Work instructions: Check each line of the data below for the string "covering", then state how many have it and nothing else.

Data extracts:
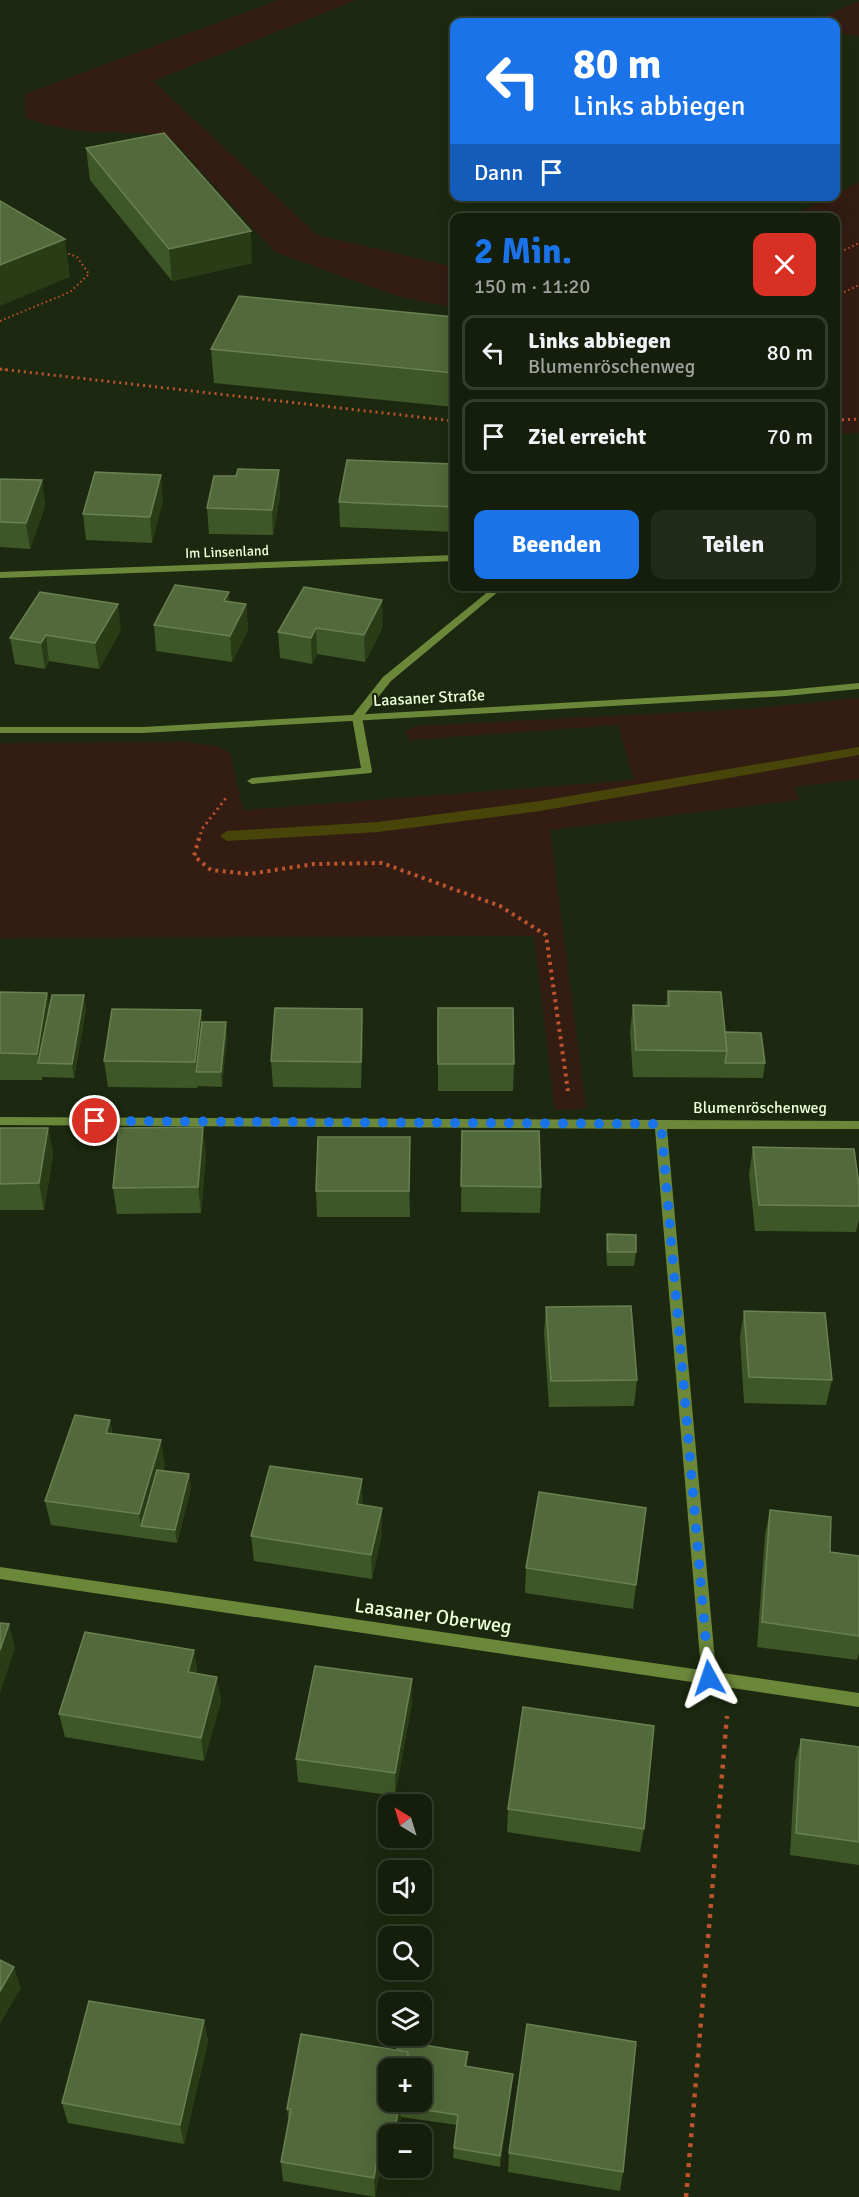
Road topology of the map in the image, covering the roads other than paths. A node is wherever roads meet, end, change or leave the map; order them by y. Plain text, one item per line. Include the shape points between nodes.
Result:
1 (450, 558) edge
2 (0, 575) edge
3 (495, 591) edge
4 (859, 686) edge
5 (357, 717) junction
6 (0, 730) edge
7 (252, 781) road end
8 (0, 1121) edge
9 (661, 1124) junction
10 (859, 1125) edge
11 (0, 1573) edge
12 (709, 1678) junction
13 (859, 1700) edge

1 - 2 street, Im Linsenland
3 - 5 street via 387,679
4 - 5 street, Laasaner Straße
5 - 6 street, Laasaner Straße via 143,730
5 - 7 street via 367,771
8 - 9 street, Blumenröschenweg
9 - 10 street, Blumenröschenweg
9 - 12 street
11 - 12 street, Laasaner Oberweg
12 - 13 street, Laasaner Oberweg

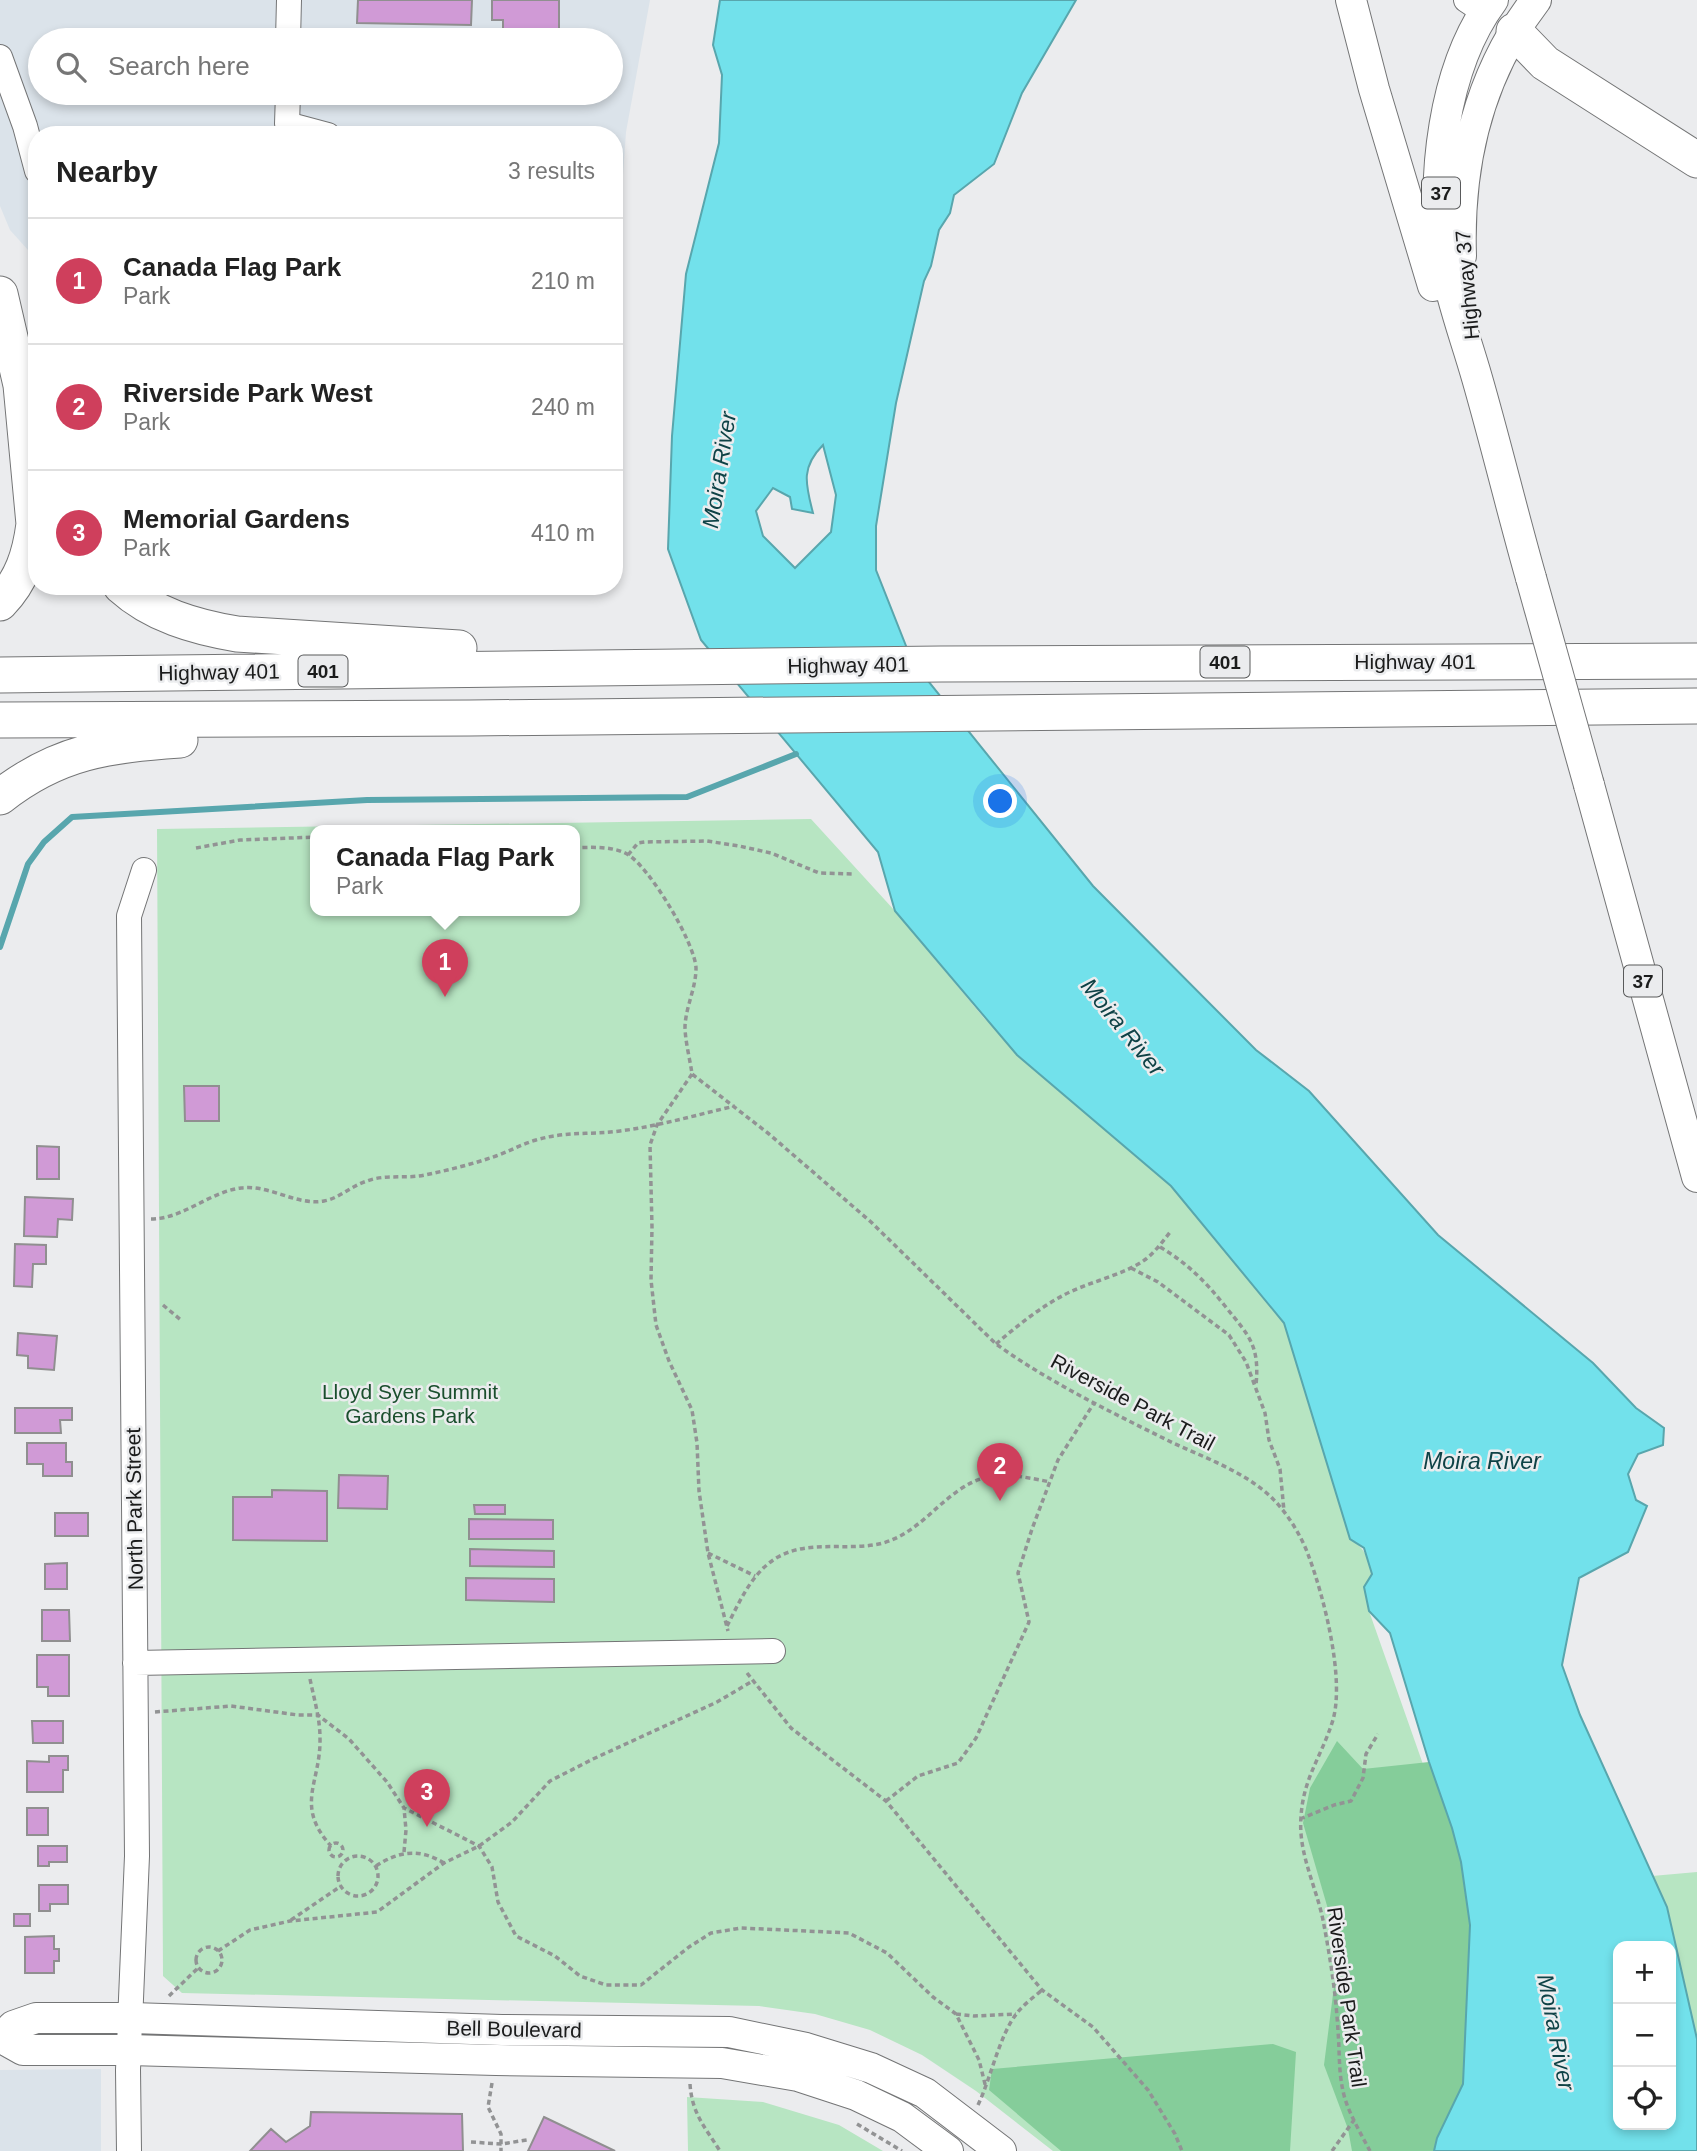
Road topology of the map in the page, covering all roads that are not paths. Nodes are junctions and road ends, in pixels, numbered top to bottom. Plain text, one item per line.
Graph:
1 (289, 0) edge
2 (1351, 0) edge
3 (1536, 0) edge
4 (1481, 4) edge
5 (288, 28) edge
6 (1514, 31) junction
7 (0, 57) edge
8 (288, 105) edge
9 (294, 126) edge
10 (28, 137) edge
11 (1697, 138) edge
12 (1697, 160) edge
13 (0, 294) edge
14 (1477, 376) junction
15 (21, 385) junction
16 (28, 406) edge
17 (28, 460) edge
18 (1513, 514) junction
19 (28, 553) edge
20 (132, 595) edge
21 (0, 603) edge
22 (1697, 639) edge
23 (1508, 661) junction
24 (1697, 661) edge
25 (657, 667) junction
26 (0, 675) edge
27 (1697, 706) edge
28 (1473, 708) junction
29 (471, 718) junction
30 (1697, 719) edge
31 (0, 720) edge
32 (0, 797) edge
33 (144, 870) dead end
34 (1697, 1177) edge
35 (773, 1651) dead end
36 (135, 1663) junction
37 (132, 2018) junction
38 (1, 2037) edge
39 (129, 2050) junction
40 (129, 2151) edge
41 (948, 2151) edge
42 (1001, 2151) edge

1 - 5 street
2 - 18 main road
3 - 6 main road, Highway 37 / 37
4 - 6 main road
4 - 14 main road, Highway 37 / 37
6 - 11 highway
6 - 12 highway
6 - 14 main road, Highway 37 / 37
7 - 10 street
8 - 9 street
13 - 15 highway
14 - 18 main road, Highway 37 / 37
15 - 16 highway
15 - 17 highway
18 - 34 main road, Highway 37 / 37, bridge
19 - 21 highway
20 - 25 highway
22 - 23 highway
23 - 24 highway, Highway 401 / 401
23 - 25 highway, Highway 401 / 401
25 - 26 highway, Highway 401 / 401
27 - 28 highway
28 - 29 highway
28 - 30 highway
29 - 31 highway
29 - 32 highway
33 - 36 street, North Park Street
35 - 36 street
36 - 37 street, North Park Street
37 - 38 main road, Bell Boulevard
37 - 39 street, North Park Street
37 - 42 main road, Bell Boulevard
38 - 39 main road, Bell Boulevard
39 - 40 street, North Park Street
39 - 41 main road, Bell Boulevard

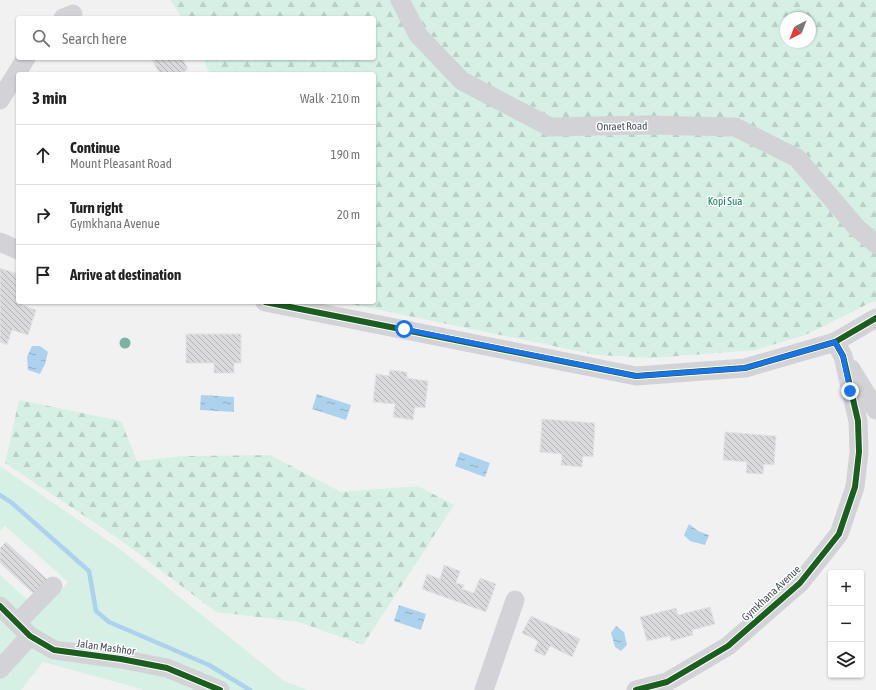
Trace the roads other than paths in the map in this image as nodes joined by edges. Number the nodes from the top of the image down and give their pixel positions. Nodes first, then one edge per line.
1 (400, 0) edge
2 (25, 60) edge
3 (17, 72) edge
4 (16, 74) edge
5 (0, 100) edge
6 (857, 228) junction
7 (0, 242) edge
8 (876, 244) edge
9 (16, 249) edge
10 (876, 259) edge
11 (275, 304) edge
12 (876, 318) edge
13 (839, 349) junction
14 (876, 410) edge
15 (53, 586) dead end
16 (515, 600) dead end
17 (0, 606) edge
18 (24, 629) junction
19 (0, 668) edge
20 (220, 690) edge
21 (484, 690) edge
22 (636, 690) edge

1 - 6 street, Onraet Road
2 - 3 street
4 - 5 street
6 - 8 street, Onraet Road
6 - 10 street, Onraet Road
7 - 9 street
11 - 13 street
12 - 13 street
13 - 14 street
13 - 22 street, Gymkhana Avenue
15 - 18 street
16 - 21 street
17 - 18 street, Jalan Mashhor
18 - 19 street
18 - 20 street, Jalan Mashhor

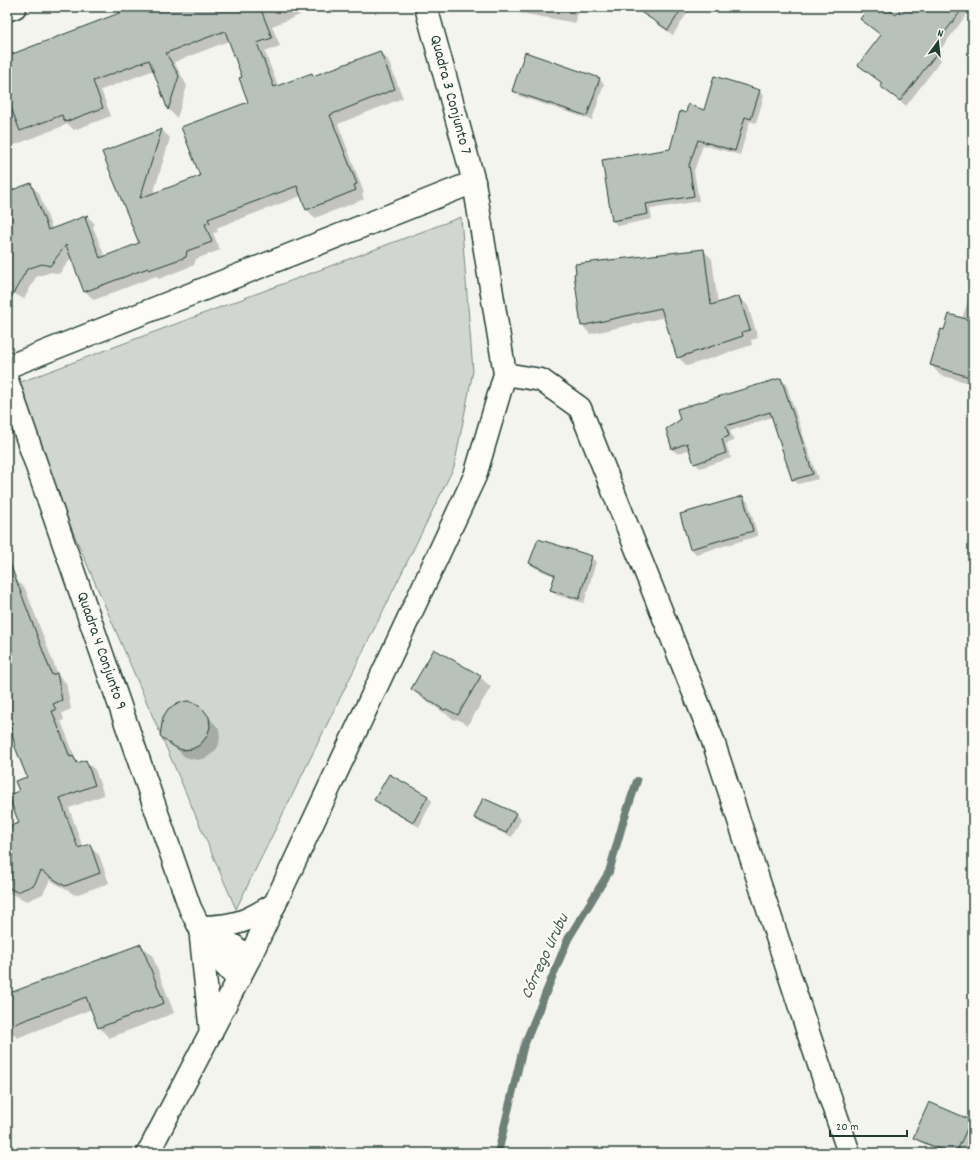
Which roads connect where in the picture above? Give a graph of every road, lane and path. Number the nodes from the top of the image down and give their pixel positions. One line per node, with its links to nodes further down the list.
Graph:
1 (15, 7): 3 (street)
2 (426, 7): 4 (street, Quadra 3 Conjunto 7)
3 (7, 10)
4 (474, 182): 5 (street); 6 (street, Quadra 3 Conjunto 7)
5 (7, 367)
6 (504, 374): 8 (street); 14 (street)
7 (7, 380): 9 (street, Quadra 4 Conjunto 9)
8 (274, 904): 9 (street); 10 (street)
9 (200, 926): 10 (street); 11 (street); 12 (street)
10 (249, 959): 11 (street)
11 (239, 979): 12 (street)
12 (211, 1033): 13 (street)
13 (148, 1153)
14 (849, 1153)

Result of this exercise: 2